» Task details
Begin at the line containing "index tip: (149, 266)" and reproduce every line through the end of the entries below. Nothing else should appear.

*** Opening of Records provided ***

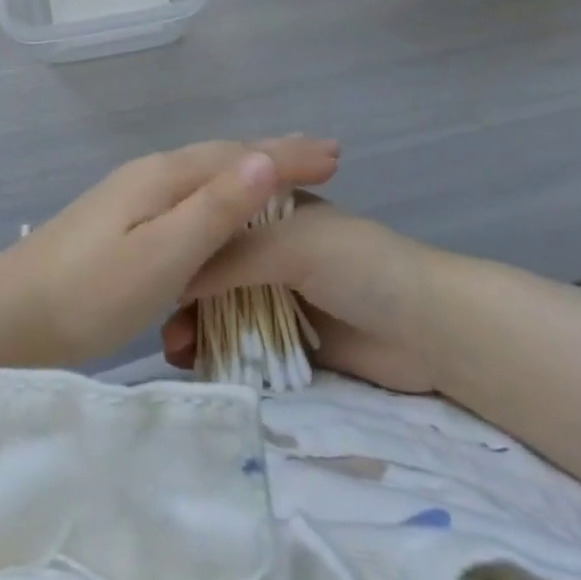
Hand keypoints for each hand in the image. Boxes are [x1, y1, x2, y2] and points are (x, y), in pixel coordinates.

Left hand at [0, 137, 340, 370]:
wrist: (8, 314)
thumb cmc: (89, 293)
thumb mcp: (161, 256)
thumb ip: (213, 209)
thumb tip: (264, 160)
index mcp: (164, 177)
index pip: (239, 156)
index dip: (288, 155)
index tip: (337, 154)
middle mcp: (150, 173)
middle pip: (222, 155)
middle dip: (273, 154)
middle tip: (322, 157)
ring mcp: (131, 193)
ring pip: (203, 172)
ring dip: (247, 170)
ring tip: (283, 175)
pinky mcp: (121, 218)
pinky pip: (187, 191)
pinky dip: (219, 191)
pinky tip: (220, 208)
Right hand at [162, 196, 439, 393]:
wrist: (431, 330)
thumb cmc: (360, 266)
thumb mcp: (291, 245)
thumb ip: (230, 257)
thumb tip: (170, 275)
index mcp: (272, 213)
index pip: (213, 220)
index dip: (181, 241)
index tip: (149, 266)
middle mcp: (271, 251)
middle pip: (213, 268)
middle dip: (183, 292)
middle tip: (158, 322)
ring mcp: (281, 297)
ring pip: (224, 308)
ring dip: (196, 325)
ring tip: (172, 351)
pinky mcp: (292, 342)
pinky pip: (246, 345)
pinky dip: (220, 353)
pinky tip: (194, 365)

*** Close of Records provided ***

» Exercise answer
index tip: (149, 266)
middle mcp: (271, 251)
middle pip: (213, 268)
middle dip: (183, 292)
middle tip: (158, 322)
ring mcp: (281, 297)
ring pip: (224, 308)
ring dip: (196, 325)
ring tip: (172, 351)
pinky mcp: (292, 342)
pinky pip: (246, 345)
pinky dip: (220, 353)
pinky tip: (194, 365)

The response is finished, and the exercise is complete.